What this task involves: Wherever a line below holds the word "links", copy that line.

Information supplied:
◇ ◇ ◇ ◇ ◇ ◇ ◇

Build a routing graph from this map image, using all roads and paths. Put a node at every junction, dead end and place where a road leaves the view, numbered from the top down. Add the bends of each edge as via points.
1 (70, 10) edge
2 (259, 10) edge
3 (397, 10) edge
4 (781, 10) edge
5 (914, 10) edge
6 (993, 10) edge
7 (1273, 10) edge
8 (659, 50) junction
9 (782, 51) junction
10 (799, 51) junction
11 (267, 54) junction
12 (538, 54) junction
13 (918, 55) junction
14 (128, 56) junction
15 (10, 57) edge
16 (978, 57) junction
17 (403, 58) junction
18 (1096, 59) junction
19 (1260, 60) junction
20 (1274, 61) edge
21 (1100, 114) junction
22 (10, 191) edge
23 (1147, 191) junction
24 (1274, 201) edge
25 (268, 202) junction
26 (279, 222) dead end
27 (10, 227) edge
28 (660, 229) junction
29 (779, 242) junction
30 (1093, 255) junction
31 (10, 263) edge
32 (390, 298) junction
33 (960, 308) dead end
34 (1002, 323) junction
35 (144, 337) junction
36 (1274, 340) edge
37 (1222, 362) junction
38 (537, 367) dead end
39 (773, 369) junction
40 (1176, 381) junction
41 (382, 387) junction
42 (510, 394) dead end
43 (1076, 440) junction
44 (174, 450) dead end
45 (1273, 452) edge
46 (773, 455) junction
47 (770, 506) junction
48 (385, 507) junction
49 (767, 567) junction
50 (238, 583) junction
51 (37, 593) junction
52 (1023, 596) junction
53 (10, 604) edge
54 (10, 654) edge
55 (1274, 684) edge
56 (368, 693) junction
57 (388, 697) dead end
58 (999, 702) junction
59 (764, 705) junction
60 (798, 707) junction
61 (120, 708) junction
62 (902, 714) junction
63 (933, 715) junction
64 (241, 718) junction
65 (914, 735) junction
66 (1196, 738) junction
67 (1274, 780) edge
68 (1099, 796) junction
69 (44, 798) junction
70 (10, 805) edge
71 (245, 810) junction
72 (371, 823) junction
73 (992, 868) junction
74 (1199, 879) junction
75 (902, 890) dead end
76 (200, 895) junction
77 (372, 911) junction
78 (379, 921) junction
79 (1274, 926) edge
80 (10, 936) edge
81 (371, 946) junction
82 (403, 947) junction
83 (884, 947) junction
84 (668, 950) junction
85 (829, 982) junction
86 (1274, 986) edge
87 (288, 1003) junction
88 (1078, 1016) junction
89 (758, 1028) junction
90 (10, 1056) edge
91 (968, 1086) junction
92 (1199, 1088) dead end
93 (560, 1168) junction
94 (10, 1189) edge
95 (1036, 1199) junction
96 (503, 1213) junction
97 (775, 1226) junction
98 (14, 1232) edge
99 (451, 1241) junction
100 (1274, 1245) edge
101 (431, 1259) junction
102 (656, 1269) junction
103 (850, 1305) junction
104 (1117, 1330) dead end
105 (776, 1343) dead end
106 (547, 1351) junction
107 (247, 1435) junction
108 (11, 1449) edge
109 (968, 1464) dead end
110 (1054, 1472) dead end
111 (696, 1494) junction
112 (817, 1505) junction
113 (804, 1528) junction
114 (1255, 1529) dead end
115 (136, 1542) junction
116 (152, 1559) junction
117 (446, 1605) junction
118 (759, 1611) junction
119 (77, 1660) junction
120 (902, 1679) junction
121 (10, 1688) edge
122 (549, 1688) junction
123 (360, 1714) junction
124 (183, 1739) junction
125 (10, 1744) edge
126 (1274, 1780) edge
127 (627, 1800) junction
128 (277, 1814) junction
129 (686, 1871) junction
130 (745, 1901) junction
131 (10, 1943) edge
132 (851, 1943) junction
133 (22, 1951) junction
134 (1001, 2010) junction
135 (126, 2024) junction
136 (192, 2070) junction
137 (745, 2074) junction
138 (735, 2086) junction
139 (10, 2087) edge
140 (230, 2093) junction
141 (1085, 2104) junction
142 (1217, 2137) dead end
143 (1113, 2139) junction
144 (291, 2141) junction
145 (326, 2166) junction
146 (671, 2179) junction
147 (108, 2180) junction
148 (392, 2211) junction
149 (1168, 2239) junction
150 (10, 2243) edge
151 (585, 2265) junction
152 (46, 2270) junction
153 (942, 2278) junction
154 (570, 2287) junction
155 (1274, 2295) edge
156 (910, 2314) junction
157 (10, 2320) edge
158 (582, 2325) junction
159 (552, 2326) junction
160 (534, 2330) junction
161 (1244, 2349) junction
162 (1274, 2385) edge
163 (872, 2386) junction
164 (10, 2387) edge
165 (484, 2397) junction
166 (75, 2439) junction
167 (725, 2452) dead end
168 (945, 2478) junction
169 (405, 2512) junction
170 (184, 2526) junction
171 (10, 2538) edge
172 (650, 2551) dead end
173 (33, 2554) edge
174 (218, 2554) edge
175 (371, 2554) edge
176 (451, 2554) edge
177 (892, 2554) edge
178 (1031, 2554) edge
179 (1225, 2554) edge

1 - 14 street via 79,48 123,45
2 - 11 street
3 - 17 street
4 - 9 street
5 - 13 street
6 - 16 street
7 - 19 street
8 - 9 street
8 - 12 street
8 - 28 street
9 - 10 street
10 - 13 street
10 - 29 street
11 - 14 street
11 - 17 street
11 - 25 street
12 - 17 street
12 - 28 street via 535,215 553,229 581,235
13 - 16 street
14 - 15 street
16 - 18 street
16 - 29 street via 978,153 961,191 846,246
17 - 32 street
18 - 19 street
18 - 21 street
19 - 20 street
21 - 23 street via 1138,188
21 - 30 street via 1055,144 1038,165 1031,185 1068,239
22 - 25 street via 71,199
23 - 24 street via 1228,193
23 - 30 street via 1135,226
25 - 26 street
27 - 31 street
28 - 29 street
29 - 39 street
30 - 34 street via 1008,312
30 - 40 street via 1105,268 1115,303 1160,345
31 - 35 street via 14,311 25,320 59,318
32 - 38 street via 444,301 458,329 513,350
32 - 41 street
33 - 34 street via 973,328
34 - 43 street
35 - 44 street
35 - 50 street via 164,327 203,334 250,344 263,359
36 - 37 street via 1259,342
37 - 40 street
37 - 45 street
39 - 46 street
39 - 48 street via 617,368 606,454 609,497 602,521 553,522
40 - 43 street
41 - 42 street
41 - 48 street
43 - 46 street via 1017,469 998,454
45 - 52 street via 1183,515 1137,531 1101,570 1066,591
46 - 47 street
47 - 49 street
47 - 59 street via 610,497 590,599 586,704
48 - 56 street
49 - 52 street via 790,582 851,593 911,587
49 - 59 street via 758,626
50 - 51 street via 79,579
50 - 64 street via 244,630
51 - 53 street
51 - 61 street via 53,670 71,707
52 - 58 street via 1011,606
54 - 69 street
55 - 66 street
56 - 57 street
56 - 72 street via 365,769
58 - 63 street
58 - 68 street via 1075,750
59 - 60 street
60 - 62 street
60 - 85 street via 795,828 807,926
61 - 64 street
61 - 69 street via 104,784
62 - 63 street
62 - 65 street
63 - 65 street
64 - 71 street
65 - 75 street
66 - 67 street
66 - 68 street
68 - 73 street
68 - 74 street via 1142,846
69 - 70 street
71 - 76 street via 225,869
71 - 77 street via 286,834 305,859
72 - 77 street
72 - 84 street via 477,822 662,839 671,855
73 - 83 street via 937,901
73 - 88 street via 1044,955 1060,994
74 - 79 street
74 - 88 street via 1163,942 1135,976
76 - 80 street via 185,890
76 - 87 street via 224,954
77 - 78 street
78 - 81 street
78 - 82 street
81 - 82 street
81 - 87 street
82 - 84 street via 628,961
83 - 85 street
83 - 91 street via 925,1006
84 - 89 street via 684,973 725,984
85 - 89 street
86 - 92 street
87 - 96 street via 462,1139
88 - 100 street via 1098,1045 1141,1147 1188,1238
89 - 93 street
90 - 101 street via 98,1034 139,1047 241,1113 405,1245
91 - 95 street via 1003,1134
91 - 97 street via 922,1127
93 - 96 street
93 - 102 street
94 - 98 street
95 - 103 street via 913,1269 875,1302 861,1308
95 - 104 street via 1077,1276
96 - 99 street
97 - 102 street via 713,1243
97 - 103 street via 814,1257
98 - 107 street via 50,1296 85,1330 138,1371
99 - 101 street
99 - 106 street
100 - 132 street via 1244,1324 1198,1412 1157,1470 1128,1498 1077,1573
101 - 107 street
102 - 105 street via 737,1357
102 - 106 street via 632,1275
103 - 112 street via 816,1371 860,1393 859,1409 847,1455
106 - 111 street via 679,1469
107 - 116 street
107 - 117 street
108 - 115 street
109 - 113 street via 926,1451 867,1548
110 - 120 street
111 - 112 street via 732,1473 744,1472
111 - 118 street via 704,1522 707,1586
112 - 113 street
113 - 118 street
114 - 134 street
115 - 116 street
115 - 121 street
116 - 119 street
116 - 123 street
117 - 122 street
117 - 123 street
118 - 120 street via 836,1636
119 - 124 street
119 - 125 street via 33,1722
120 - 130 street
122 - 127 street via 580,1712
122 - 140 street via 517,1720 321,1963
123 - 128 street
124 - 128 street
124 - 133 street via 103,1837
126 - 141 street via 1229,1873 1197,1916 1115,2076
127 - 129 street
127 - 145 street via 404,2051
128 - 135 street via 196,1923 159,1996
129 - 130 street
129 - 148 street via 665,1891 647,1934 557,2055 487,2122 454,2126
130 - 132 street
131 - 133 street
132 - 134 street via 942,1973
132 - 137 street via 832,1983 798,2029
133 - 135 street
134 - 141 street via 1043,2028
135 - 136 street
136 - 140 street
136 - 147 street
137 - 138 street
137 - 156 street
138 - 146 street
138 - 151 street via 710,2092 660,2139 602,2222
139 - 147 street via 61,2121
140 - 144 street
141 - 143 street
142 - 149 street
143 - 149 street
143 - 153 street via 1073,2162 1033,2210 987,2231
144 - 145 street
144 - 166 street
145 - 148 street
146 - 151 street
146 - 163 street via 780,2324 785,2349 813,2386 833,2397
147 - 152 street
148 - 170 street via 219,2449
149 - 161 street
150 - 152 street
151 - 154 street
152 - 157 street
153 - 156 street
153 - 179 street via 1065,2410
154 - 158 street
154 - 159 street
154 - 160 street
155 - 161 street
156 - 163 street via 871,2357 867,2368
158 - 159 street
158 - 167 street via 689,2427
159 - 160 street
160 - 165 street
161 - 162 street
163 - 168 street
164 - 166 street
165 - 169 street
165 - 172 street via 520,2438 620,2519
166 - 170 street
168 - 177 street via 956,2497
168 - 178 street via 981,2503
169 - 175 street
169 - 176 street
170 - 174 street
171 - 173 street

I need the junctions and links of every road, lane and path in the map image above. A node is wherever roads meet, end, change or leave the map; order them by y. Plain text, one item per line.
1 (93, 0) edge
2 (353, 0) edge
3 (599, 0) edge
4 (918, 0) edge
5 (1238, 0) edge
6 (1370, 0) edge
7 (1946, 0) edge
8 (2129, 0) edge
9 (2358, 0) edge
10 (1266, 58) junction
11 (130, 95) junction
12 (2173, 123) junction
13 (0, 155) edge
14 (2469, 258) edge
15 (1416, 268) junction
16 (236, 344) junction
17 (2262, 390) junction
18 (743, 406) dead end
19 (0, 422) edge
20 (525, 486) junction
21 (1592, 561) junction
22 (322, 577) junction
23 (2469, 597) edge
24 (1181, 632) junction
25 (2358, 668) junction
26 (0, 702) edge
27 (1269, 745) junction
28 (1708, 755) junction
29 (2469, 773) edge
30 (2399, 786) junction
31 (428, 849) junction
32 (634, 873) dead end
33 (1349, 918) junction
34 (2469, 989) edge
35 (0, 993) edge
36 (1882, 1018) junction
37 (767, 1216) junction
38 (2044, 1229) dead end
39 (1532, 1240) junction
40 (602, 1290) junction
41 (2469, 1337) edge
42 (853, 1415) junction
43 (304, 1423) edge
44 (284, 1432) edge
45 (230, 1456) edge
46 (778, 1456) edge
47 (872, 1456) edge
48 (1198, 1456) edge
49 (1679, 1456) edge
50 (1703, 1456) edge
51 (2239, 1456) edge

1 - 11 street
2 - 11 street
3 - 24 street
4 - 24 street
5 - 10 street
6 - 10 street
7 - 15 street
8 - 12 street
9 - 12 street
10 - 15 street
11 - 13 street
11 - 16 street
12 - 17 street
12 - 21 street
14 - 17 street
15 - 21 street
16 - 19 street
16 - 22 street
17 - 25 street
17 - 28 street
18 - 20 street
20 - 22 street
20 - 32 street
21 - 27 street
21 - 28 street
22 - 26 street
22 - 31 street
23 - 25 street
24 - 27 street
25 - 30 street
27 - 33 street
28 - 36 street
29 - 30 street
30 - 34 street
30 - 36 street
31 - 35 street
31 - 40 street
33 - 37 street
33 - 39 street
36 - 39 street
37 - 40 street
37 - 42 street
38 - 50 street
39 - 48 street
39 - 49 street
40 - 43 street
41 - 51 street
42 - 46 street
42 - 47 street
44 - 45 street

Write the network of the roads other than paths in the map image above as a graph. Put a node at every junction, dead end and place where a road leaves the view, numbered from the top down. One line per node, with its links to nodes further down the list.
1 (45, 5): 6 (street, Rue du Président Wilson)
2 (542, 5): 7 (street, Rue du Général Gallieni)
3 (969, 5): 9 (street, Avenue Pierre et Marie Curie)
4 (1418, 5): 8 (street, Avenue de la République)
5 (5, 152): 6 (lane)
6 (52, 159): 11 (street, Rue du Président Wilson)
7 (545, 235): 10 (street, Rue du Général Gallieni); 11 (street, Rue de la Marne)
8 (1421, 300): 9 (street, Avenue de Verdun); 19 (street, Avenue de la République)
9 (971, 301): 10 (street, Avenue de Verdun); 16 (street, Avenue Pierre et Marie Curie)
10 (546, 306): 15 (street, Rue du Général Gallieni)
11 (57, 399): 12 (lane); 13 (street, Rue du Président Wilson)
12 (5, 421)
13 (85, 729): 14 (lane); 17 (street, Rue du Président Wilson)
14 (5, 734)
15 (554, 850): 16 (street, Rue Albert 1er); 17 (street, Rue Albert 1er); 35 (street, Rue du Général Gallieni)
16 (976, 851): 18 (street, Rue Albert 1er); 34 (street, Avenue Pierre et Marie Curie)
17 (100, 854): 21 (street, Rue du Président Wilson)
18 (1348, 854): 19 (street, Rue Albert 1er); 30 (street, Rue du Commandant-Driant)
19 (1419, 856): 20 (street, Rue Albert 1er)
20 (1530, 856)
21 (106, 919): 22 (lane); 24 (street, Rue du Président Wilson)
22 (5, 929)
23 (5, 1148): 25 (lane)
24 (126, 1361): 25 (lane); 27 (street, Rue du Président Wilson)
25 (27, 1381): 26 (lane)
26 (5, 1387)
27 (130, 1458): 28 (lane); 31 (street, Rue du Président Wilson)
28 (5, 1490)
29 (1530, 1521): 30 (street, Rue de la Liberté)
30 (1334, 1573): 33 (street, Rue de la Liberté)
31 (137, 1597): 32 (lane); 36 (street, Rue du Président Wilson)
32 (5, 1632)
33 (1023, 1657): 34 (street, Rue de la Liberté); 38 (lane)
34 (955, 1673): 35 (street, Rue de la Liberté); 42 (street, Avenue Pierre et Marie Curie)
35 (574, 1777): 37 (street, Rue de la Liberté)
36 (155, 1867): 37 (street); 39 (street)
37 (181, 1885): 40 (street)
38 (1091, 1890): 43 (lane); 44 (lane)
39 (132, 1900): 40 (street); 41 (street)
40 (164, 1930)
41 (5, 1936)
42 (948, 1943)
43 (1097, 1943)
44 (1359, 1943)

◇ ◇ ◇ ◇ ◇ ◇ ◇

Problem solution:
I need the junctions and links of every road, lane and path in the map image above. A node is wherever roads meet, end, change or leave the map; order them by y. Plain text, one item per line.
Write the network of the roads other than paths in the map image above as a graph. Put a node at every junction, dead end and place where a road leaves the view, numbered from the top down. One line per node, with its links to nodes further down the list.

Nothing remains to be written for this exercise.